The potent combination of powerful CPUs, floating point laden GPU accelerators, and fast InfiniBand networking are coming to market and reshaping the upper echelons of supercomputing. While Intel is having issues with its future Knights massively parallel X86 processors, which it has not really explained, the two capability class supercomputers that are being built for the US Department of Energy by IBM with the help of Nvidia and Mellanox Technologies, named “Summit” and ‘Sierra” and installed at Oak Ridge National Lab and Lawrence Livermore National Laboratory, are beginning to be assembled.
We have previously profiled the nodes in the Summit machine, which like the Sierra system will make use of IBM’s impending “Witherspoon” Power S922LC for HPC server, which is said to be coming to market commercially before the end of the year. What has not been clear until now is the differences between the Summit and Sierra systems, and how the specific configurations of the systems, which originally started out being nearly identical, have diverged due to budgetary and technical pressures.
To get some insight into the Sierra system, The Next Platform had a chat with Bronis de Supinski, chief technology officer at Livermore Computing, the IT arm of the nuclear research lab that is one of the three key facilities (along with Sandia National Laboratories and Los Alamos National Laboratory) that are stewards for the US military’s nuclear arsenal. The technologies deployed by the Tri-Labs has more far-reaching effects than this, of course, since the cutting edge always helps define the rest of the blade that the rest of the world comprises.
The Tri-Labs share the classified supercomputers that they commission, and they leapfrog each other with every other generation of systems, like this:
Back in 2012, Livermore installed Sequoia, the largest BlueGene/Q system massively parallel system that IBM ever built, which has 1.57 million PowerPC AS cores and delivers 20.1 petaflops of peak double precision floating point performance. That is not even the biggest BlueGene/Q that IBM could have built; the system was designed to scale to 256 racks with a peak of 53.6 petaflops, but no one (to our knowledge) ever bought such a beast.

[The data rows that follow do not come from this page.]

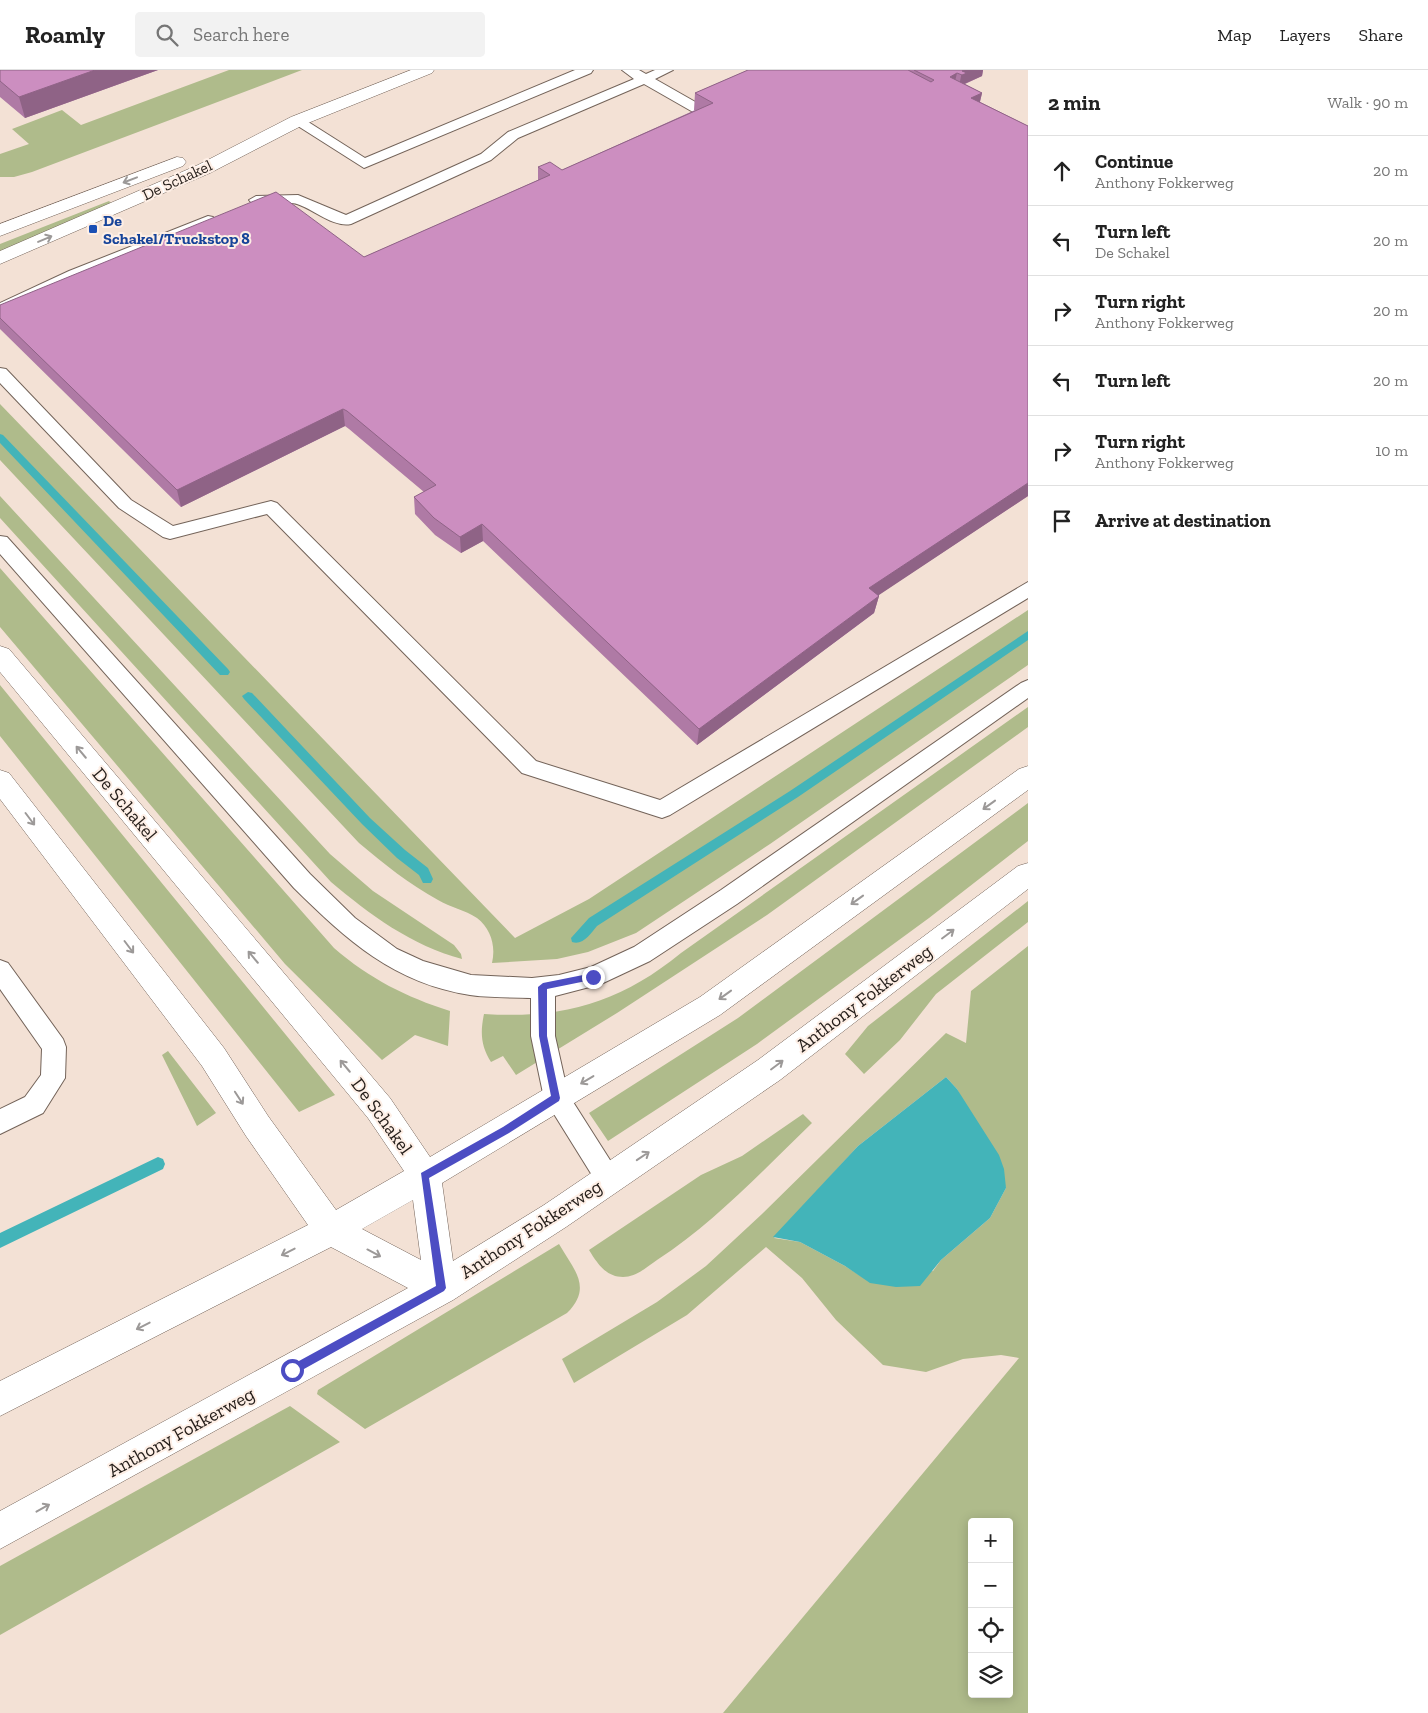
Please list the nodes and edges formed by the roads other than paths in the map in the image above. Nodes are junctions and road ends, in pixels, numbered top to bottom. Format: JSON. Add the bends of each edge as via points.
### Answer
{"nodes":[{"id":1,"x":426,"y":70,"type":"edge"},
{"id":2,"x":586,"y":70,"type":"edge"},
{"id":3,"x":629,"y":70,"type":"edge"},
{"id":4,"x":666,"y":70,"type":"edge"},
{"id":5,"x":729,"y":109,"type":"edge"},
{"id":6,"x":712,"y":117,"type":"junction"},
{"id":7,"x":297,"y":122,"type":"junction"},
{"id":8,"x":726,"y":126,"type":"edge"},
{"id":9,"x":238,"y":207,"type":"edge"},
{"id":10,"x":220,"y":215,"type":"edge"},
{"id":11,"x":0,"y":230,"type":"edge"},
{"id":12,"x":0,"y":258,"type":"edge"},
{"id":13,"x":0,"y":308,"type":"edge"},
{"id":14,"x":0,"y":373,"type":"edge"},
{"id":15,"x":0,"y":542,"type":"edge"},
{"id":16,"x":1028,"y":589,"type":"edge"},
{"id":17,"x":0,"y":655,"type":"edge"},
{"id":18,"x":1028,"y":688,"type":"edge"},
{"id":19,"x":1028,"y":776,"type":"edge"},
{"id":20,"x":0,"y":780,"type":"edge"},
{"id":21,"x":1028,"y":874,"type":"edge"},
{"id":22,"x":0,"y":970,"type":"edge"},
{"id":23,"x":543,"y":987,"type":"junction"},
{"id":24,"x":556,"y":1098,"type":"junction"},
{"id":25,"x":0,"y":1122,"type":"edge"},
{"id":26,"x":424,"y":1176,"type":"junction"},
{"id":27,"x":610,"y":1179,"type":"junction"},
{"id":28,"x":331,"y":1230,"type":"junction"},
{"id":29,"x":441,"y":1288,"type":"junction"},
{"id":30,"x":0,"y":1399,"type":"edge"},
{"id":31,"x":0,"y":1531,"type":"edge"}],
"edges":[{"from":1,"to":7,"type":"street","name":"De Schakel"},
{"from":2,"to":7,"type":"lane","via":[[364,164]]},
{"from":3,"to":6,"type":"lane"},
{"from":4,"to":9,"type":"lane","via":[[513,135],[486,156],[346,221],[298,199],[256,200]]},
{"from":5,"to":6,"type":"lane"},
{"from":6,"to":8,"type":"lane"},
{"from":7,"to":11,"type":"street","name":"De Schakel","one_way":true,"via":[[246,136]]},
{"from":12,"to":7,"type":"street","name":"De Schakel","one_way":true,"via":[[204,168]]},
{"from":10,"to":13,"type":"lane"},
{"from":14,"to":16,"type":"lane","via":[[125,504],[170,533],[271,507],[529,767],[662,809]]},
{"from":15,"to":23,"type":"lane","via":[[302,881],[347,924],[390,956],[416,969],[471,985]]},
{"from":26,"to":17,"type":"street","name":"De Schakel","one_way":true,"via":[[380,1108]]},
{"from":18,"to":23,"type":"lane","via":[[642,954],[593,977]]},
{"from":19,"to":24,"type":"street","one_way":true,"via":[[710,1006]]},
{"from":20,"to":28,"type":"street","one_way":true,"via":[[213,1057],[257,1126]]},
{"from":27,"to":21,"type":"street","name":"Anthony Fokkerweg","one_way":true,"via":[[770,1070]]},
{"from":22,"to":25,"type":"lane","via":[[54,1047],[53,1078],[34,1105]]},
{"from":23,"to":24,"type":"lane","via":[[543,1036]]},
{"from":24,"to":26,"type":"street"},
{"from":24,"to":27,"type":"lane"},
{"from":26,"to":28,"type":"street"},
{"from":26,"to":29,"type":"street","name":"De Schakel"},
{"from":27,"to":29,"type":"street","name":"Anthony Fokkerweg"},
{"from":28,"to":29,"type":"street","one_way":true},
{"from":28,"to":30,"type":"street","one_way":true},
{"from":31,"to":29,"type":"street","name":"Anthony Fokkerweg","one_way":true}]}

Los Alamos and Sandia got the next big machine for the Tri-Labs, which was known as ATS-1 and named “Trinity” after the initial nuclear bomb tests in the United States during World War II. Trinity was supposed to be comprised entirely of Intel’s “Knights Landing” Xeon Phi processors, but ended up with over 9,500 nodes employing Intel’s “Haswell” Xeon E5 processors in 2015 and then had another 9,500 nodes using Knights Landing added in 2016 because of the delays in getting this massively parallel part, which included on-package MCDRAM, an on-chip mesh network, integrated 100 Gb/sec Omni-Path interconnects, and 512-bit AVX floating point units, among other innovations that made it tough. Trinity weighed in at more than 2 PB of total main memory, and delivers more than 40 petaflops of peak performance across its nodes. Significantly, it used a 3.7 PB burst buffer to smooth out storage I/O on an 80 PB parallel file system powered by Lustre – all within a 10 megawatt power envelope.

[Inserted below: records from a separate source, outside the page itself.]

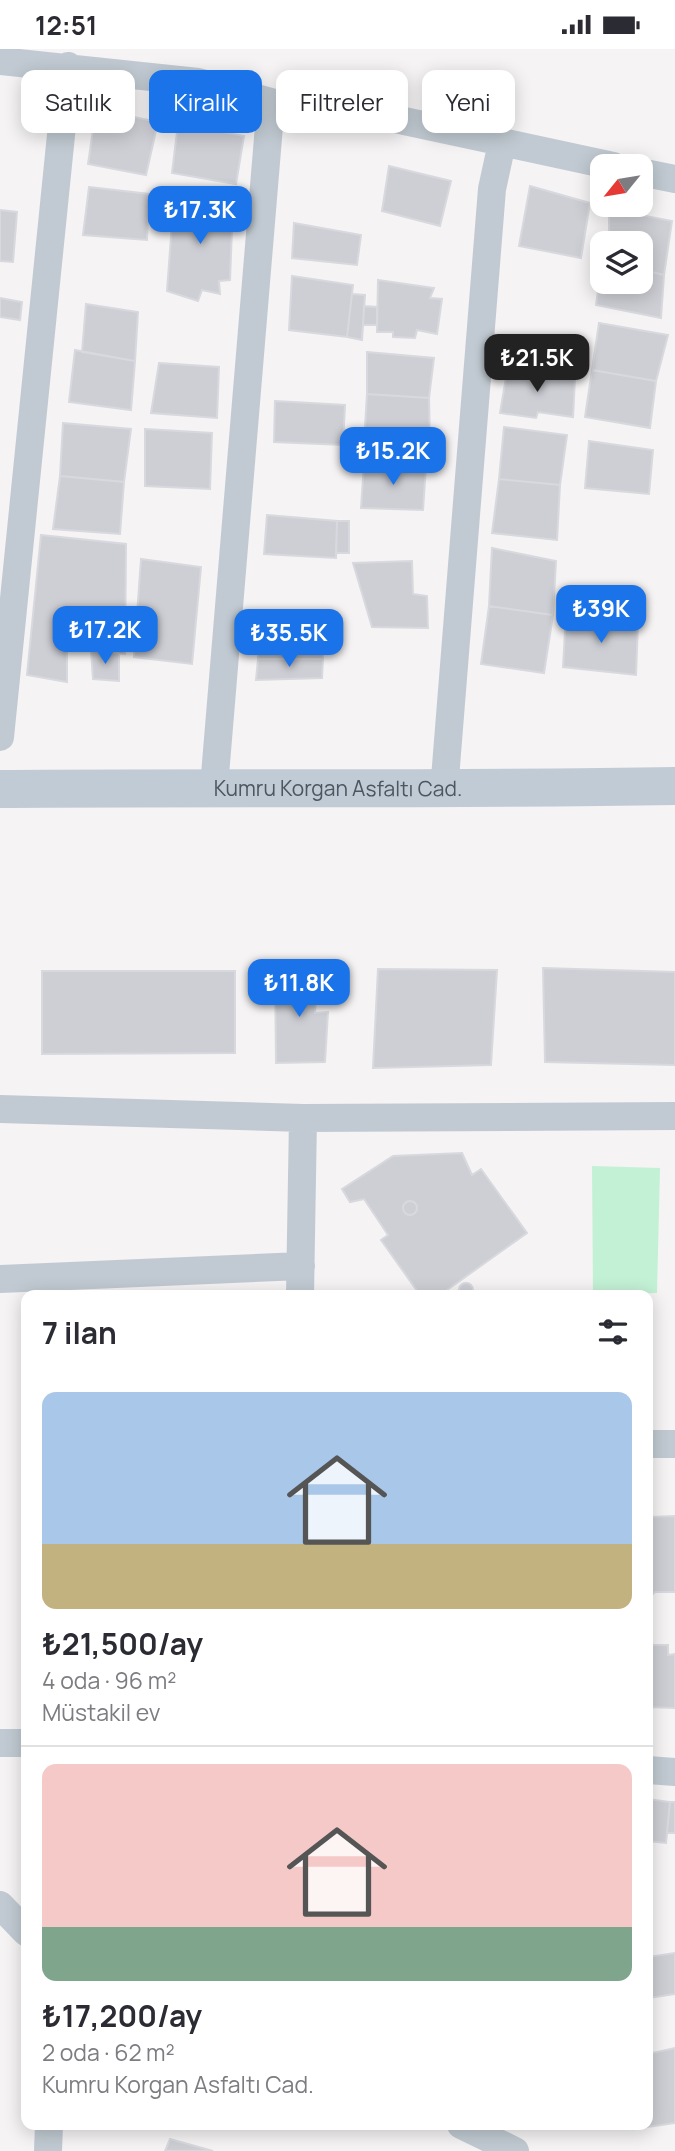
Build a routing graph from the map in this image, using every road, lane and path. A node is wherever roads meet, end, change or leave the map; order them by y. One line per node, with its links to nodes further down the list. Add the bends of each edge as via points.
1 (0, 61): 2 (street)
2 (68, 66): 3 (street, via 198,82); 8 (street)
3 (271, 102): 4 (street, via 395,119); 10 (street)
4 (502, 143): 5 (street); 12 (street, via 492,189)
5 (590, 161)
6 (653, 175): 7 (street)
7 (675, 179)
8 (0, 737)
9 (675, 785): 12 (main road, Kumru Korgan Asfaltı Cad.)
10 (214, 787): 11 (main road, Kumru Korgan Asfaltı Cad.); 12 (main road, Kumru Korgan Asfaltı Cad.)
11 (0, 789)
12 (443, 791)
13 (0, 1109): 15 (street)
14 (675, 1116): 15 (street)
15 (303, 1118): 16 (street)
16 (301, 1266): 17 (street); 18 (street)
17 (0, 1279)
18 (300, 1290)
19 (653, 1444): 20 (street)
20 (675, 1444)
21 (0, 1743): 22 (street)
22 (21, 1743)
23 (653, 1770): 24 (street)
24 (675, 1772)
25 (0, 1905): 26 (street)
26 (21, 1928)
27 (49, 2130): 29 (street)
28 (471, 2130): 30 (street)
29 (48, 2151)
30 (515, 2151)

While Livermore has had GPU-accelerated systems in the past, with Sierra, the lab is going all in with a hybrid machine that marries IBM’s Power9 processor with Nvidia’s “Volta” Tesla accelerators, with the in-node components connected by the NVLink 2.0 interconnect from Nvidia and the nodes linked to each other through 100 Gb/sec EDR InfiniBand. (Oak Ridge and Livermore had both hoped to have 200 Gb/sec HDR InfiniBand from Mellanox, which was announced last fall, in the systems, but it was not quite ready when the trigger to build the systems was pulled.) Livermore has been vague about the feeds and speeds of Sierra until now, saying only that it would deliver somewhere around 120 petaflops to 150 petaflops of peak performance, with total memory on the order of 2 PB to 2.4 PB and within an 11 megawatts of power envelope. That’s about five times as energy efficient as the Sequoia system, which is not a bad improvement for machines installed five to six years apart.
De Supinksi confirmed the configurations of the Sierra nodes, telling us that it did indeed have two Volta accelerators per Power9 processor within the Witherspoon server. (That leaves two SXM2 slots open, but these capability class supercomputers are not generally upgraded in the field.)
As it turns out, the massive increase in memory prices starting in late 2016 and throughout 2017 have had a dramatic impact on the configuration of the Sierra nodes and therefore the entire supercomputer. While the original idea was to have the Summit and Sierra machines have the same configuration, simplifying things for all parties involved, Summit ended up with six Volta accelerators and two Power9 chips with 512 GB of main memory per node, while Sierra backed off to four Voltas and two Power9 processors with 256 GB per node. Their network configurations are different, too. And De Supinksi explains why.
“First of all, let’s talk about the difference in the number of GPUs,” he says. “When we signed the original contract, IBM said we could have two or three GPUs per Power9. Oak Ridge had lots of GPUs already and were confident that their applications could use GPUs, so they chose three GPUs. We said on the other hand that while we did have machines with GPUs already, they are relatively small systems and they are primarily used for visualization. It is not true that none of our codes had run on GPUs before, but we had not had made our entire workload have to use GPUs. The cost-effectiveness of the system was therefore dependent on how ready our codes were for the use of GPUs and related issues for the configuration to make a balanced system. We don’t know roughly three years before the system is going to be delivered how ready our codes will be. So we have a period of time to get our applications ready to use the system and to have a more informed decision about how many GPUs we should get. We put into the contract what the exact node architecture and therefore the number of nodes that our money would buy was a go-no go decision that would be made in March 2017 based on how ready our applications would be.”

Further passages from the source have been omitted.